Hands up if you know your Albariño from your Sauvignon?
Spain’s signature white grape is not as well-known as we like to think.
First things first, it can be a bit more pricey than your average white. A small production area and therefore small volumes keeps costs high and guarantees a very specific style of wine – it’s loved by sommeliers and hipsters alike for the exact reasons we’ve mentioned above.
Compared to other, quite frankly, fast and loose grape varieties, it’s not grown all over the world, preferring the cool, wet climate of its native Galicia in north-west Spain, with some plantings just across the border in Portugal.
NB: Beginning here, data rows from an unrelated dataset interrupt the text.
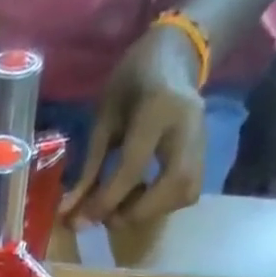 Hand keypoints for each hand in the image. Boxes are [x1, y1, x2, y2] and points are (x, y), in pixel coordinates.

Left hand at [63, 21, 206, 228]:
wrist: (174, 57)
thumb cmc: (131, 83)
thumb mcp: (102, 118)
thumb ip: (88, 168)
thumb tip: (69, 213)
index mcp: (158, 108)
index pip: (133, 167)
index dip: (106, 200)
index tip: (83, 220)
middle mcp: (188, 125)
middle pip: (173, 184)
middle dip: (138, 212)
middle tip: (110, 216)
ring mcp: (203, 138)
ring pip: (186, 192)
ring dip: (152, 212)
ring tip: (125, 206)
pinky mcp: (206, 151)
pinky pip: (188, 191)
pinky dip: (163, 205)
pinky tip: (142, 198) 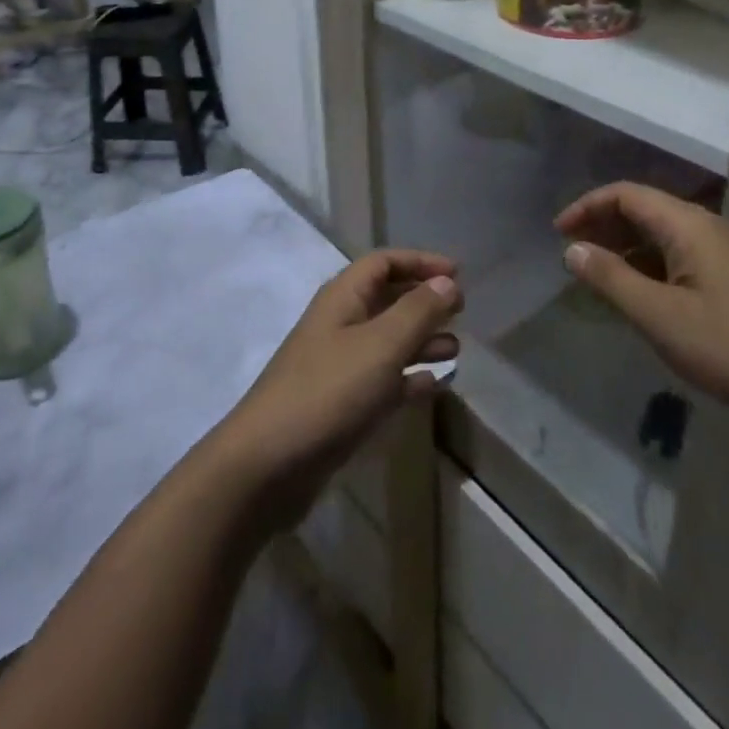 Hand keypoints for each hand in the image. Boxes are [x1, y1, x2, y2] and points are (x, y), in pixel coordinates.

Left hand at [214, 250, 461, 526]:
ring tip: (456, 348)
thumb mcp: (381, 346)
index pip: (383, 263)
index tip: (457, 274)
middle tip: (461, 310)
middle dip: (423, 300)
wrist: (267, 465)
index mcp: (342, 298)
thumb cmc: (328, 392)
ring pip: (386, 340)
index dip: (420, 262)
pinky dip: (407, 377)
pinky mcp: (339, 405)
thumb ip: (417, 311)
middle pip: (385, 298)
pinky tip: (433, 385)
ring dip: (420, 339)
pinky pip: (381, 380)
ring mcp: (337, 366)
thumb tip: (447, 281)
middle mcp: (339, 324)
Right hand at [556, 183, 728, 434]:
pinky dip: (652, 267)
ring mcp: (727, 253)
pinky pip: (682, 258)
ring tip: (600, 277)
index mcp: (687, 225)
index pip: (626, 194)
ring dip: (627, 248)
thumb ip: (613, 281)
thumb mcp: (663, 319)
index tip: (558, 233)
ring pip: (664, 236)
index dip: (587, 207)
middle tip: (573, 254)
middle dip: (604, 226)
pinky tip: (645, 298)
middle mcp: (707, 228)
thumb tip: (573, 249)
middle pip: (644, 210) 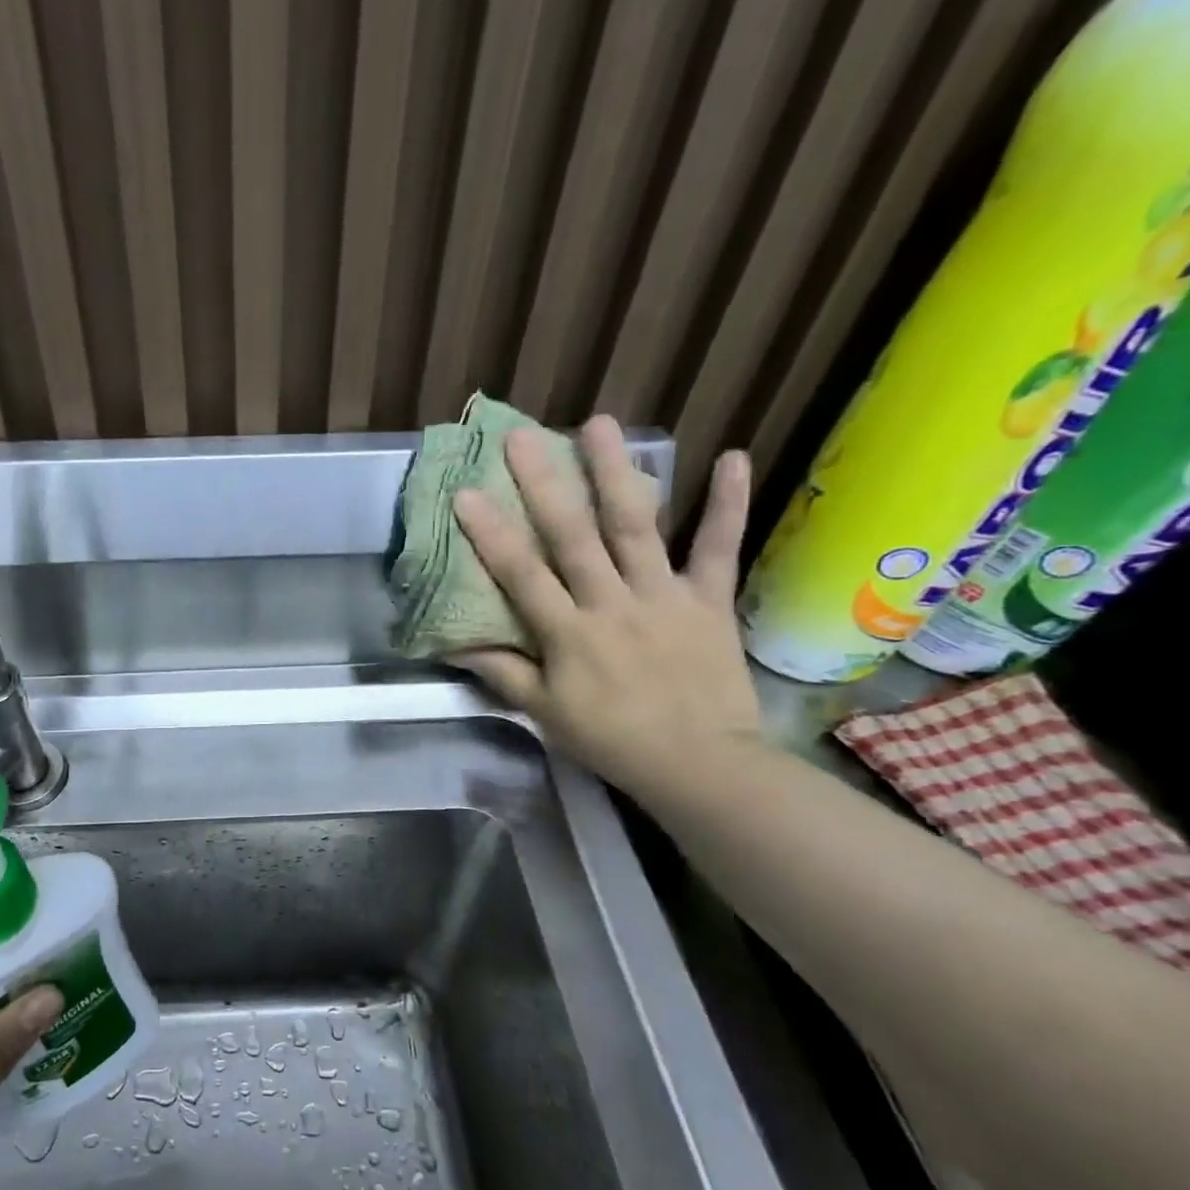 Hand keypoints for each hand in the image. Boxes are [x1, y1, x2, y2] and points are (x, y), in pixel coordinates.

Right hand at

It’s in this breezy, Atlantic-influenced climate that Albariño thrives. The grapes are thick-skinned, meaning they weather a good storm and are less likely to be bothered by damp conditions – which is handy considering that the region gets on average 1800mm of rainfall a year, more than Manchester if you can believe that.
The main production area is Rias Baixas, a wine growing region stretching along the Atlantic coast south of Santiago di Compostela. The close proximity to the ocean, combined with the grape’s natural aromatic character, results in wines that are super-fresh, light and bright, with mouth-watering peachy fruit. The wines are sometimes bottled with a slight spritz still in the bottle, adding to the feeling of freshness.
As you might expect, they’re made for the food of the region. Throw any kind of seafood at a glass of Albarino and it will gladly accept – goose barnacles, mussels, sardines, or the highly prized sea urchins (pictured below).
Of course, if you can’t stretch to (or have no inclination to eat) sea urchins, follow advice from the team at Most Wanted HQ and pour yourself a chilled glass with your Friday night fish and chips. Winning all round.